さてついでと言ってはナンですが、せっかくこのフェルメールの絵の話になったので演奏家視点でこの絵をもう少しじっくりと眺めてみましょう。
この指はFmのコードを押さえようとしている感じですが、3コースのラ♭に1の指あと一歩が届いていません。これから届くところを描いたのかもしれませんが。
そもそもこの楽器、ネックの黒檀部分の弦と胴体から来ている弦がつながっていません。こんな楽器はありえませんよね。おまけにネックに描かれた弦を長く描き過ぎたのか、ポチっと出てしまっているように見えます。丸のところをごらんになってください。あとネックと胴体の接合部の湾曲もなんか少し変です。(1コース側)
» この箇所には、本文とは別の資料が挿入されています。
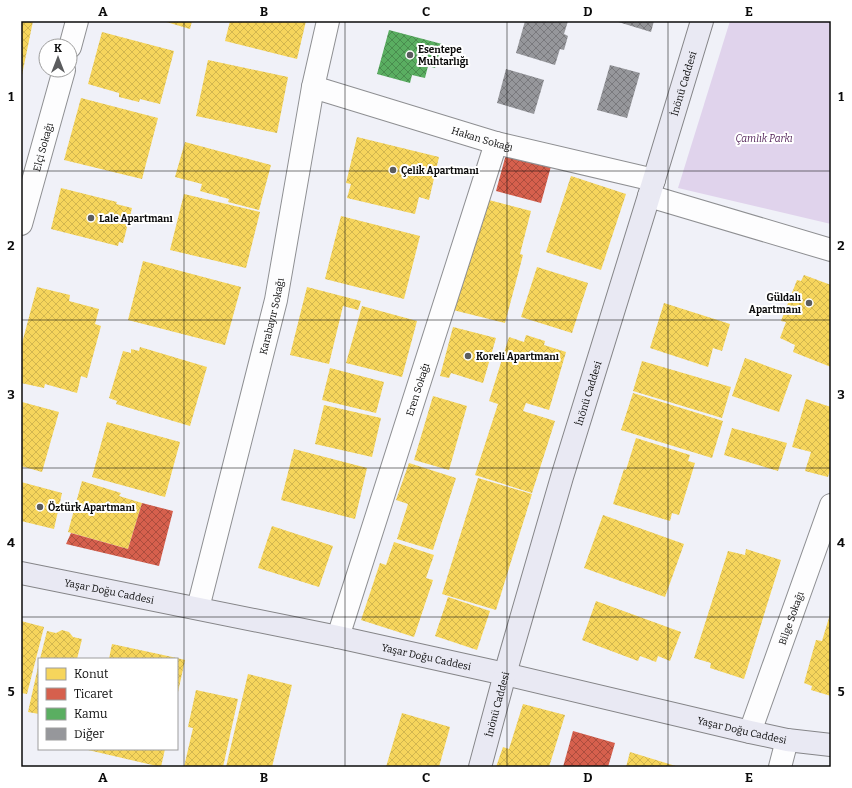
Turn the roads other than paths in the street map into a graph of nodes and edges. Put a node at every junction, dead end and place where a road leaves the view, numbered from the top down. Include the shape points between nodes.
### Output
1 (77, 21) edge
2 (328, 21) edge
3 (702, 21) edge
4 (72, 38) edge
5 (62, 78) edge
6 (313, 87) junction
7 (496, 143) junction
8 (652, 188) junction
9 (21, 224) edge
10 (831, 250) edge
11 (831, 505) edge
12 (21, 573) edge
13 (198, 608) junction
14 (338, 637) junction
15 (505, 674) junction
16 (750, 732) junction
17 (787, 740) junction
18 (831, 745) edge
19 (480, 767) edge
20 (780, 767) edge

1 - 4 street
2 - 6 street, Karabayır Sokağı
3 - 8 street, İnönü Caddesi
5 - 9 street, Elçi Sokağı
6 - 7 street, Hakan Sokağı
6 - 13 street, Karabayır Sokağı via 276,300
7 - 8 street, Hakan Sokağı
7 - 14 street, Eren Sokağı
8 - 10 street, Hakan Sokağı
8 - 15 street, İnönü Caddesi via 562,477
11 - 16 street, Bilge Sokağı
12 - 13 street, Yaşar Doğu Caddesi
13 - 14 street, Yaşar Doğu Caddesi
14 - 15 street, Yaşar Doğu Caddesi
15 - 16 street, Yaşar Doğu Caddesi
15 - 19 street, İnönü Caddesi
16 - 17 street, Yaşar Doğu Caddesi
17 - 18 street, Yaşar Doğu Caddesi
17 - 20 street

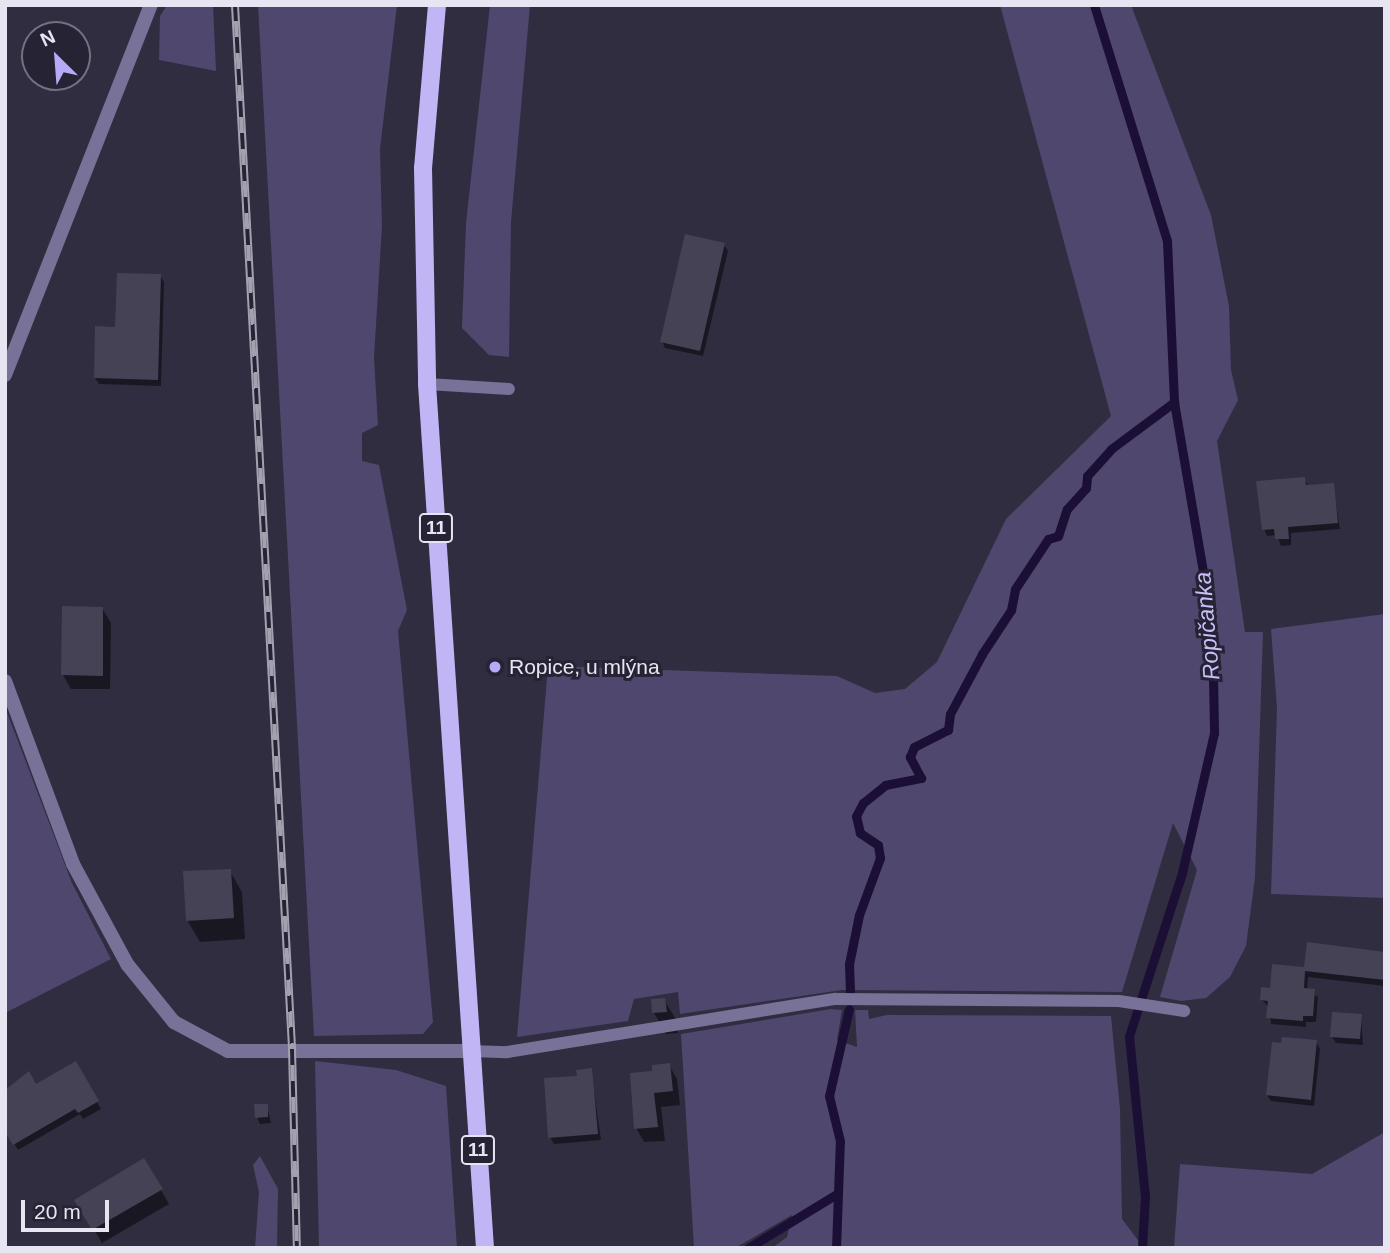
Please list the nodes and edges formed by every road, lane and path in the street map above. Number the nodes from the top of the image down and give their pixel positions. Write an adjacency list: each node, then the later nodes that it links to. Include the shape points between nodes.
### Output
1 (151, 5): 3 (street)
2 (437, 5): 4 (main road, 11, via 423,168)
3 (5, 375)
4 (426, 384): 5 (lane); 8 (main road, 11)
5 (509, 389)
6 (5, 681): 8 (street, via 73,864 127,964 174,1022 228,1051)
7 (1184, 1011): 8 (lane, via 1119,1001 836,999 507,1052)
8 (471, 1051): 9 (main road, 11)
9 (485, 1248)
楽器的視点から見ると全体的にこの絵の描き方は雑なように感じます。はじく部分の弦の描き方が曖昧だし。美術家の中には、弦が振動しているのを描いたのだとおっしゃる方もいるようですが、いくら何でも弦はそんなベランベランには張られていません。それは弦楽器を全くご存じない方の説です。
あと楽器全体から受ける印象はネックが妙にそっているように見えます。
まぁそういう楽器だったのかもしれませんが。
美術史家の評では、この絵の評価はあまり高くないそうです。顔の描き方や服の描き方などからそう評価されているようですが、楽器の描き方もかなり雑です。
そう思うと確かに雑に感じてくるものです。
ネックが反ってるように思えますよね。
当時の画家は、楽器を描くとき、どれほど精密に描くものなのでしょうか。
ロゼッタの模様、彫刻、模様の様子、弦のフレットなど、人によりけりでしょうか。
まさに生き証人たる最も伝わる物が絵しかないのですから、超精密な写しであってほしいと願いたいものです。
結局、あのヘッドの白い点のような6つの印は何なんでしょう?
先日の私の想像を述べましたが、調弦の目安として、この女性が付けたものでしょうか。だとすると目で確認しないと間違うほどの腕であれば、そうベテランでもないのかな。
想像を掻き立てられる絵ではありますね。